▸ **Assignment**
Write down nothing except how many lines in the entries contain "Format".

▸ **Records**
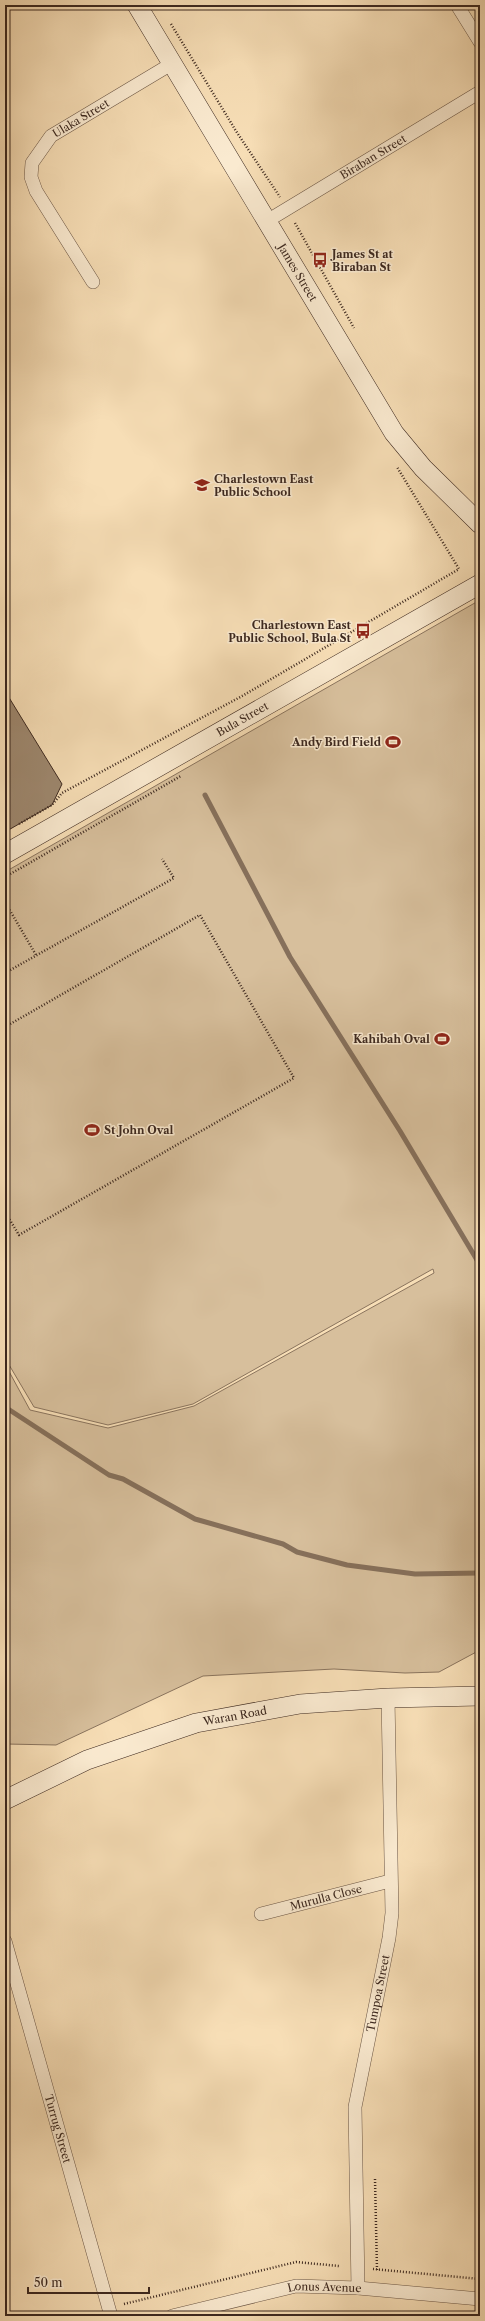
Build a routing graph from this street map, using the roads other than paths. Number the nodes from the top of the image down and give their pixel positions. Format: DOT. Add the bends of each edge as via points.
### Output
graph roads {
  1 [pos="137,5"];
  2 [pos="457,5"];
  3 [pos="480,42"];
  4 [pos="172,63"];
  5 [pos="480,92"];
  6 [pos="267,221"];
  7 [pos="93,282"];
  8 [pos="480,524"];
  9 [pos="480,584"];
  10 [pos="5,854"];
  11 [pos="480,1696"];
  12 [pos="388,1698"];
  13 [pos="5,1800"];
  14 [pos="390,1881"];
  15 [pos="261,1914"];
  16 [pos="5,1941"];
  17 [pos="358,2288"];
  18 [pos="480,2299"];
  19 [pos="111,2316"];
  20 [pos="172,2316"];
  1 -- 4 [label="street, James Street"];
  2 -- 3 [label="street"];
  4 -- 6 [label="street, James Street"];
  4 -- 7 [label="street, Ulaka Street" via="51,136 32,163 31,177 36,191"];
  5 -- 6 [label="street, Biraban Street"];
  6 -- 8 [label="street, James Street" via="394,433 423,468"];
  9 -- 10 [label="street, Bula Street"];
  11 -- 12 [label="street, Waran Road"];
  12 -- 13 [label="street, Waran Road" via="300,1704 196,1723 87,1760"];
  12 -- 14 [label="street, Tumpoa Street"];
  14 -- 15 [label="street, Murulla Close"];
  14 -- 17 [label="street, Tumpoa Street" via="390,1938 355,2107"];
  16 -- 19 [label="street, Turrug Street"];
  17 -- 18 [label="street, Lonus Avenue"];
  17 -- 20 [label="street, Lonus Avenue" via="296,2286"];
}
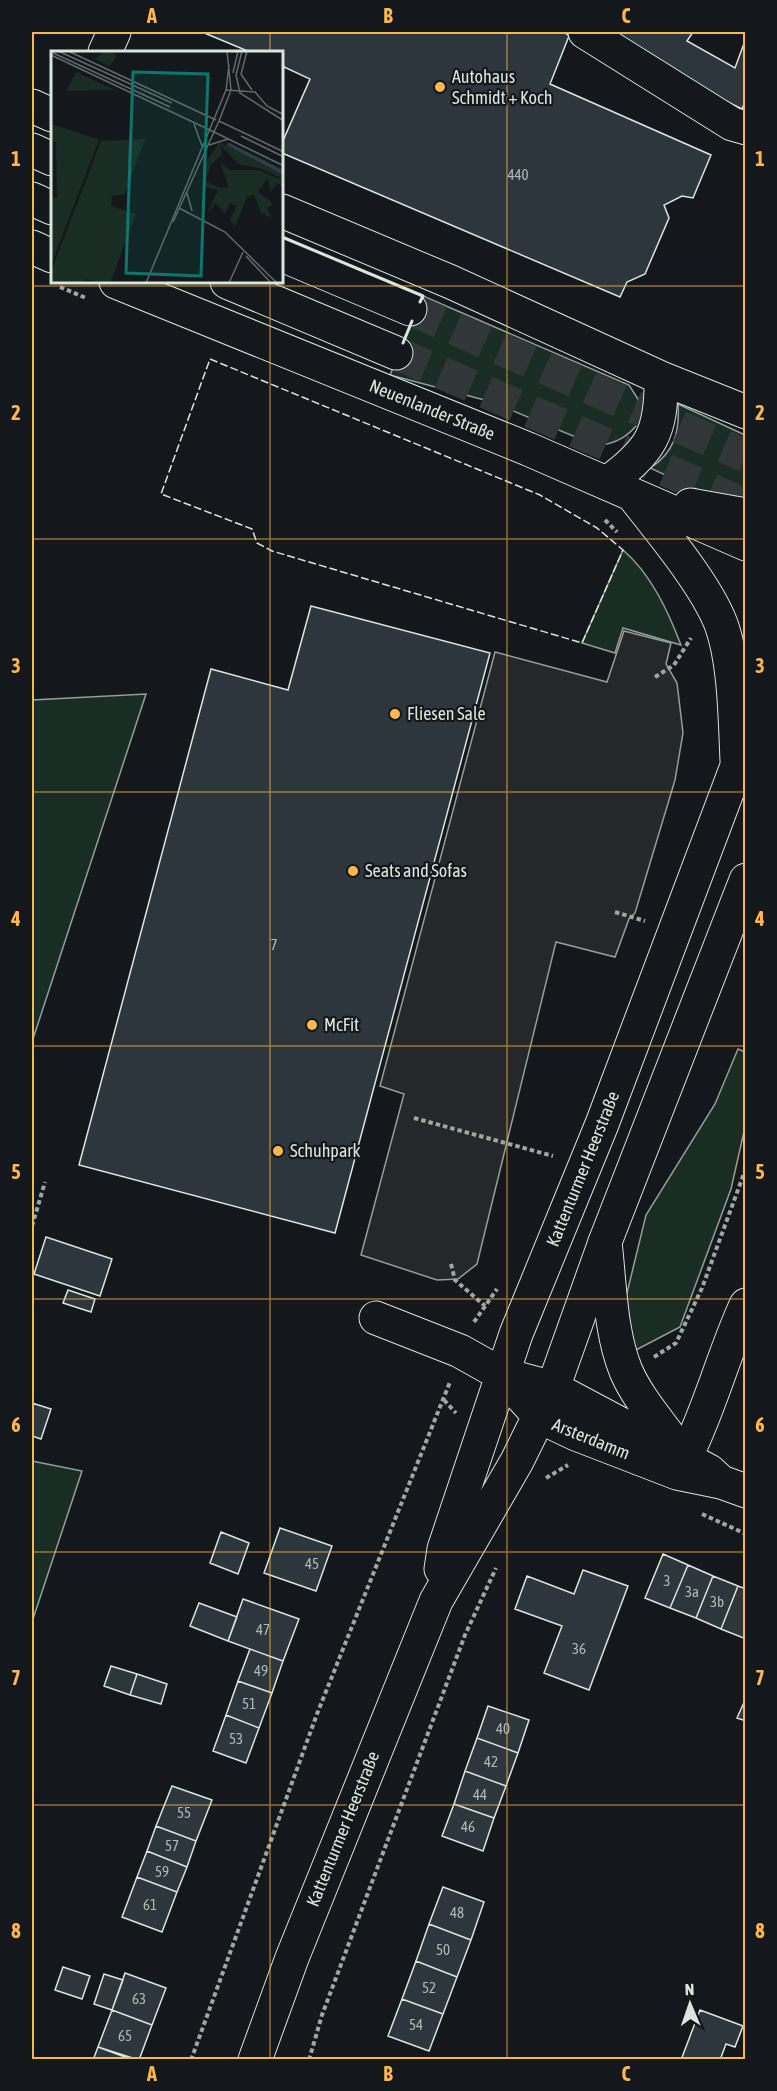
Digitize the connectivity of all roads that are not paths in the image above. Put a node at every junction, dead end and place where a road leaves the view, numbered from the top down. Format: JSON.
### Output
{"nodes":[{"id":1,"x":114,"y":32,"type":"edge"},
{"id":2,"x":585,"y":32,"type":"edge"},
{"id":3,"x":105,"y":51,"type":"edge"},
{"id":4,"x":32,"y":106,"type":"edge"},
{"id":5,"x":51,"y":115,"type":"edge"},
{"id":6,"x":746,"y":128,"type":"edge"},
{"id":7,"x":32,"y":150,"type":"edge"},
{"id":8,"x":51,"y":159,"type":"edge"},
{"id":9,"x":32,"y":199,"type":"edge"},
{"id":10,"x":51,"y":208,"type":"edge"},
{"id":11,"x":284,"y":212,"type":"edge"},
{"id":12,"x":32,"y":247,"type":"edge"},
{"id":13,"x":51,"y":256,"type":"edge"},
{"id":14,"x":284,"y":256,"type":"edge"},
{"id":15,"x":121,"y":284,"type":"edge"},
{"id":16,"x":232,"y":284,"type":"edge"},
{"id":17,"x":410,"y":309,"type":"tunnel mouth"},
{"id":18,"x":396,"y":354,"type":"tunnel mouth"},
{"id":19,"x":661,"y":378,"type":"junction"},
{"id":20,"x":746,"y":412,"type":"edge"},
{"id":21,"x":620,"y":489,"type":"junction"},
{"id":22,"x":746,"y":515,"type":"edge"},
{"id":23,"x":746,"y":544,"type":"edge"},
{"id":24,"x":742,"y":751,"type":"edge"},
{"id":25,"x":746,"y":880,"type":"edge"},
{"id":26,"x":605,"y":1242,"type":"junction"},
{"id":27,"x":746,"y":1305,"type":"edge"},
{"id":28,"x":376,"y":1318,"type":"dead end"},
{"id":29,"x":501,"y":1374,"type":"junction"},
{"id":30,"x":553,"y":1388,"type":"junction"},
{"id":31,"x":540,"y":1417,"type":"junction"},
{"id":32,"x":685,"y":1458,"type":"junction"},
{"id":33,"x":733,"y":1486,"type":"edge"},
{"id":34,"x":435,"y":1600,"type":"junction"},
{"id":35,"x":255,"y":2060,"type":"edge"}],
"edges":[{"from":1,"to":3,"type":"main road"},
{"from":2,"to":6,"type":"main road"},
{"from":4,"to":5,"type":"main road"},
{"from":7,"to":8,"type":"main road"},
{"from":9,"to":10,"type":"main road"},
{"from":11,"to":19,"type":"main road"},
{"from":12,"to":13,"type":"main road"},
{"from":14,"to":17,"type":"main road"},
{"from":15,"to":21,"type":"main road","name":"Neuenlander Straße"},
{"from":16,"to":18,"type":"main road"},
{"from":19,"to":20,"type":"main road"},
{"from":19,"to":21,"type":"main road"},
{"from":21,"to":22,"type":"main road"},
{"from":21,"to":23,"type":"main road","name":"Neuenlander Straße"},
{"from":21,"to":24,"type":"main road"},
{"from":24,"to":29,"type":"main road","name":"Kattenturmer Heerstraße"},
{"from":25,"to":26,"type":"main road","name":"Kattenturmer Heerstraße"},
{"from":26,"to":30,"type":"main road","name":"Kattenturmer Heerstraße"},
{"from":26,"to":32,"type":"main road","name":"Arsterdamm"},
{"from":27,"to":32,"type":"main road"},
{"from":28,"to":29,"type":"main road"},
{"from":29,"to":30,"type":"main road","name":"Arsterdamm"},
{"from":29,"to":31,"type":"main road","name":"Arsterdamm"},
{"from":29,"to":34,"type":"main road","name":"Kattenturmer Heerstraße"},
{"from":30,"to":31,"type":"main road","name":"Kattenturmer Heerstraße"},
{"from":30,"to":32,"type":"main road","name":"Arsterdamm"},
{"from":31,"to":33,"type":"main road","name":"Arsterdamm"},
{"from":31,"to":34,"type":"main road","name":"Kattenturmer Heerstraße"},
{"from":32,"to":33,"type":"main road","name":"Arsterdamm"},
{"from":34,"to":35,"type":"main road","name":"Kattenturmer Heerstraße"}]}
* * *
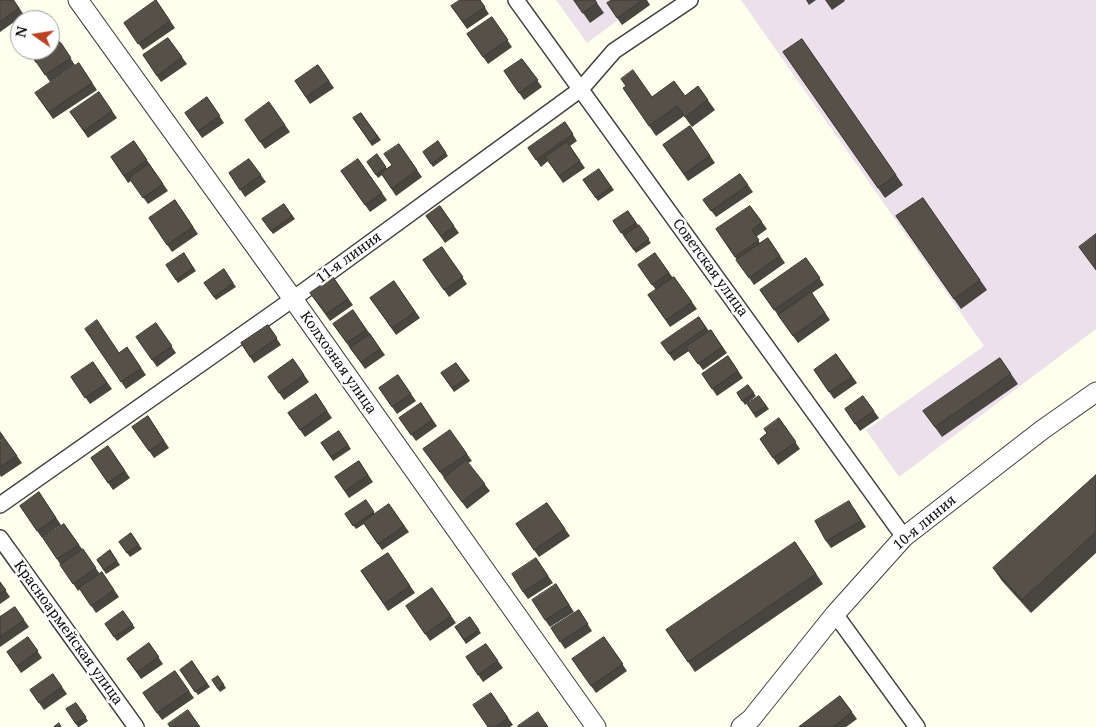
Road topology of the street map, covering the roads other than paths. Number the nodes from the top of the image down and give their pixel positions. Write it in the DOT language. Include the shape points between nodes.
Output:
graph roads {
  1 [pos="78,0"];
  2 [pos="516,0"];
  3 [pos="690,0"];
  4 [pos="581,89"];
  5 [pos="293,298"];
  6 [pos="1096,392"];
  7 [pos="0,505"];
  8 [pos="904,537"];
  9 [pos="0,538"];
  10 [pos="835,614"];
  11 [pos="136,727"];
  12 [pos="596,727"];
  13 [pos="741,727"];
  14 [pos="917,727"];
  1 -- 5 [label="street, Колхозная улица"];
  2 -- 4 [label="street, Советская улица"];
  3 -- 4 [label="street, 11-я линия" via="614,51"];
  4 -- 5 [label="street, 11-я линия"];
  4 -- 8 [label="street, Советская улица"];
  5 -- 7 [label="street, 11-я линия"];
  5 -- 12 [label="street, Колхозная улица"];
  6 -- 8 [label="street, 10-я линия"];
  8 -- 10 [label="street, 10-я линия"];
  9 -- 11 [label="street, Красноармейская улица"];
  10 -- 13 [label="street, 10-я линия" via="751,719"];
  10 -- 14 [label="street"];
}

▸ **Output of the exercise**
2